**Instructions for the task:**
Where a line of the data below has the string "change", copy that line.

----- Data records

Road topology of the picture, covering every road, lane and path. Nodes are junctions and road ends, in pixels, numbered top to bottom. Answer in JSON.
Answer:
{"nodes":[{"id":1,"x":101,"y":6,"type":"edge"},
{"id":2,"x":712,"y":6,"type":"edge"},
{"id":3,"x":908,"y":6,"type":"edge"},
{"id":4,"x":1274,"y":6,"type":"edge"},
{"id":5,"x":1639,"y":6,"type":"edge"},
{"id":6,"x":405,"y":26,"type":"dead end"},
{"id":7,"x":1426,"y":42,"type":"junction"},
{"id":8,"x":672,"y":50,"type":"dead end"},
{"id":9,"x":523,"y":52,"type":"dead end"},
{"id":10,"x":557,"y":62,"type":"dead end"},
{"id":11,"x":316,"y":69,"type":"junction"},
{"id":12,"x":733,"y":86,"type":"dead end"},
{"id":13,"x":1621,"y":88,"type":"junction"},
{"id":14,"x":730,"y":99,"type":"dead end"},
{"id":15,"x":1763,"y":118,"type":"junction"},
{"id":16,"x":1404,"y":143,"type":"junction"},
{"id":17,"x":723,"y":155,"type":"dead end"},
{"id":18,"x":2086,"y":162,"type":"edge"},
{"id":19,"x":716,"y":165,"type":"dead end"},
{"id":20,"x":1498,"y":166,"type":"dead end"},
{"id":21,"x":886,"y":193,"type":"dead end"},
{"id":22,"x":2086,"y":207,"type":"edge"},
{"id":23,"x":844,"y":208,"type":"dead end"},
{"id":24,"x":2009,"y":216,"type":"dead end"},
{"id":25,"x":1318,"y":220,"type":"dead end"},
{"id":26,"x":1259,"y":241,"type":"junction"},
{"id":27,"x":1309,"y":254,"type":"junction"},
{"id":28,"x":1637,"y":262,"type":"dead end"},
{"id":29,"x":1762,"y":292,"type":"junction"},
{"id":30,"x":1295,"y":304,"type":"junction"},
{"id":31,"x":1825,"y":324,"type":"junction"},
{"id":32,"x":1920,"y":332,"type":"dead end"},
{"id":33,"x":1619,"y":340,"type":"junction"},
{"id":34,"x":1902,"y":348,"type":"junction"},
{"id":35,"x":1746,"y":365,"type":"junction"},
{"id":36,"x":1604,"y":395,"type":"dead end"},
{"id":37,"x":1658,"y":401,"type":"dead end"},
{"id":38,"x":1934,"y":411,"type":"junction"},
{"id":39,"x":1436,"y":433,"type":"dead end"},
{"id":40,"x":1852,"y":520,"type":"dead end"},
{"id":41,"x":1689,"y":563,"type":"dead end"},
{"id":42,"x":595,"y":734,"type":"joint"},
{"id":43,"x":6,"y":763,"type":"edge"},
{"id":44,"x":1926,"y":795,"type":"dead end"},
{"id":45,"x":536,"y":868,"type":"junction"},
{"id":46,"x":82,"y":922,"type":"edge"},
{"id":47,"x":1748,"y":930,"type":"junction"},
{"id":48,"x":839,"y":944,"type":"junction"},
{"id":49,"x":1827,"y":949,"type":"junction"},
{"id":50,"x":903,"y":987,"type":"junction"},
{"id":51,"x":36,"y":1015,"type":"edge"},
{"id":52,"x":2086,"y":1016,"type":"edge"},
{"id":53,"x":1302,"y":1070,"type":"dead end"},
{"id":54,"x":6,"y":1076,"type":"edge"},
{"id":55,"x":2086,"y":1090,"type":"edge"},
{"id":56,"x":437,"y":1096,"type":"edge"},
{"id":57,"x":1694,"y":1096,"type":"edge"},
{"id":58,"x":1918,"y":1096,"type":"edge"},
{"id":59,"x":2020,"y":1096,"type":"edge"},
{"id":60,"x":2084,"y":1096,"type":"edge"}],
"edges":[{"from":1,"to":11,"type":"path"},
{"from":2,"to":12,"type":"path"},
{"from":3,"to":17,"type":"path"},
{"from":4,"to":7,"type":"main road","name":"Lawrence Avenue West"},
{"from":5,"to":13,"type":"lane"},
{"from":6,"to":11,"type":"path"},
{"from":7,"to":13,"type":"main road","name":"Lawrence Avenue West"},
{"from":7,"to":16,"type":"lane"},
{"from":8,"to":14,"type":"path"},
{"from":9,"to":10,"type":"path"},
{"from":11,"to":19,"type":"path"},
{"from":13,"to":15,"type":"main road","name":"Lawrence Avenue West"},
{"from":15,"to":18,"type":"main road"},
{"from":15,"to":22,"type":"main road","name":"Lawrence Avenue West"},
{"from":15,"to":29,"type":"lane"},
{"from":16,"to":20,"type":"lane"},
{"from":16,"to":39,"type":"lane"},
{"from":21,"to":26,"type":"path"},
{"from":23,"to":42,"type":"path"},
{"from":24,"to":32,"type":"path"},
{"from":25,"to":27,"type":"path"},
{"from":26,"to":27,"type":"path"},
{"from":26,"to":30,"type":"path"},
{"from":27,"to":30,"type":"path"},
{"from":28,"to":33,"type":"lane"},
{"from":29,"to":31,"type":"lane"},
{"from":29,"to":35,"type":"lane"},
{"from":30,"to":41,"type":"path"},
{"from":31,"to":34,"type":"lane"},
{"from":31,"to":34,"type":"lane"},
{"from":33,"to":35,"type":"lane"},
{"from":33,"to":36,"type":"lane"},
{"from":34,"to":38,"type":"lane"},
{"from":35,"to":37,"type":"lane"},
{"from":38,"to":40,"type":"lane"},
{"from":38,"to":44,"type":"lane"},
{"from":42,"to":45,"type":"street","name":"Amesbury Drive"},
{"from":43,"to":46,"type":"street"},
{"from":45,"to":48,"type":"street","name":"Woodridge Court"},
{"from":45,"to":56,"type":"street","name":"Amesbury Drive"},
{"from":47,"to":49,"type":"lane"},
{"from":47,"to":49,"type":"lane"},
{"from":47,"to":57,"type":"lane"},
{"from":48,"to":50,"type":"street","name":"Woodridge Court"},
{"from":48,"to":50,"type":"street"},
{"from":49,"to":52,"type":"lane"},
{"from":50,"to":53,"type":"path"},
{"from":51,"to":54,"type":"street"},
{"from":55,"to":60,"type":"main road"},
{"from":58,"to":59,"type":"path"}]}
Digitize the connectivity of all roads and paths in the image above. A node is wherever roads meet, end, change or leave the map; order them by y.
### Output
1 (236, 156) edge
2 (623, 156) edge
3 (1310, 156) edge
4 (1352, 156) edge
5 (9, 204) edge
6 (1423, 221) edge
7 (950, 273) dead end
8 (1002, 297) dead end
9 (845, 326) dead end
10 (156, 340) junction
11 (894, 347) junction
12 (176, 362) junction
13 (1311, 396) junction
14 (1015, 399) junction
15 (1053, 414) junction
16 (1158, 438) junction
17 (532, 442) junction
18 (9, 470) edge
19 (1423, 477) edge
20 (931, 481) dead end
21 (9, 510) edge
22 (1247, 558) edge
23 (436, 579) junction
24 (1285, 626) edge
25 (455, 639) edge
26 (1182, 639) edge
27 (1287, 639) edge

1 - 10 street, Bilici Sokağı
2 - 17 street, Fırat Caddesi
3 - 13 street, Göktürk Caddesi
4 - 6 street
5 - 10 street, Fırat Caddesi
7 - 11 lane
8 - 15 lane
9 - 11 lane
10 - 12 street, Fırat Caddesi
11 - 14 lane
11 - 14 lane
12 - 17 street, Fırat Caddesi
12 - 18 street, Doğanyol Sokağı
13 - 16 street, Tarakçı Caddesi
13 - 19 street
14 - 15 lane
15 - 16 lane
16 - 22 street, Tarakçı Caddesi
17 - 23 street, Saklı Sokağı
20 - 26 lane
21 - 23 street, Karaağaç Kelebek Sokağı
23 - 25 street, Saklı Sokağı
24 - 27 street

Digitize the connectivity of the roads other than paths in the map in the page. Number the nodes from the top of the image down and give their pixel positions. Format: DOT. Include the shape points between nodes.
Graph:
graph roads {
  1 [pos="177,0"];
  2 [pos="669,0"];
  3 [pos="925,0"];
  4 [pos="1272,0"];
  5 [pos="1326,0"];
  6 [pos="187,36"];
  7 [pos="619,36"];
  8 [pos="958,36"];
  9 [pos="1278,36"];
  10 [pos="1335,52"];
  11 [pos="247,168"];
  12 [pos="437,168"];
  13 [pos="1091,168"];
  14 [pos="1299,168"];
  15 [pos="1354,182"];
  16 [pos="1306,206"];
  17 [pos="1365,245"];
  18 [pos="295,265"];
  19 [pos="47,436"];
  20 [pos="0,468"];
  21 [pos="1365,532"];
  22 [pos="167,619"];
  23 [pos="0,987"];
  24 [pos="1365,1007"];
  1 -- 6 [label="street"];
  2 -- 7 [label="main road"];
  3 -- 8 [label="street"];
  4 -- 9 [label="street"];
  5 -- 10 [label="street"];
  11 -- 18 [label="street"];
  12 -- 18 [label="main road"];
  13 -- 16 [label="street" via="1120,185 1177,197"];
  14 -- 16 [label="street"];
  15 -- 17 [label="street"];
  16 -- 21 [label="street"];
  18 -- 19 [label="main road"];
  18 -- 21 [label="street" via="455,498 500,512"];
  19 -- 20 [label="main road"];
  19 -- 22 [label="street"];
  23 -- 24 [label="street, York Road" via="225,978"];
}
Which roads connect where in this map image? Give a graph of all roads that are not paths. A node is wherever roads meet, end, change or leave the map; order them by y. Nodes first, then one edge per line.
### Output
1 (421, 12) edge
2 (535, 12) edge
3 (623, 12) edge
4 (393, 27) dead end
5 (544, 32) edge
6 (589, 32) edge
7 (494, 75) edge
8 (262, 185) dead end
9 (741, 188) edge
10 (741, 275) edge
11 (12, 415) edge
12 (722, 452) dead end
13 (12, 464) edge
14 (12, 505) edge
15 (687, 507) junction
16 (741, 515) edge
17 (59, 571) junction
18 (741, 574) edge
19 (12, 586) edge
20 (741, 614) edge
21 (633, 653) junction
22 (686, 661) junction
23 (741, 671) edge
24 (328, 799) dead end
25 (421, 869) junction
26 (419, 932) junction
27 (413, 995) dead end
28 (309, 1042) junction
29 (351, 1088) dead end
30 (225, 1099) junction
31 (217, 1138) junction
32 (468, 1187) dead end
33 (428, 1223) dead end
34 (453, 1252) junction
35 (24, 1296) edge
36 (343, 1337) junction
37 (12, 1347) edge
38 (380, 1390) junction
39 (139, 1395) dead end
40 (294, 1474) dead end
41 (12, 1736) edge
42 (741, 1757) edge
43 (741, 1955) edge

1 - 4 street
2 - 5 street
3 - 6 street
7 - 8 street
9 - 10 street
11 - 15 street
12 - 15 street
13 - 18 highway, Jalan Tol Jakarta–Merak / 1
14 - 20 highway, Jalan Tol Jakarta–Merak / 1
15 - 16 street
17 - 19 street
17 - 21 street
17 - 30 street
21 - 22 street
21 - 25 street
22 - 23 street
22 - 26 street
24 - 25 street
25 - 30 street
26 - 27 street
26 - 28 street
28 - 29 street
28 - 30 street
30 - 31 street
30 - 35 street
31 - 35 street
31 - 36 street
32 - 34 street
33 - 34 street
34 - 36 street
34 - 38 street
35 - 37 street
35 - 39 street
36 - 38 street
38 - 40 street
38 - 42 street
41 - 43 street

----------

**Solution to this task:**
Digitize the connectivity of all roads and paths in the image above. A node is wherever roads meet, end, change or leave the map; order them by y.
Which roads connect where in this map image? Give a graph of all roads that are not paths. A node is wherever roads meet, end, change or leave the map; order them by y. Nodes first, then one edge per line.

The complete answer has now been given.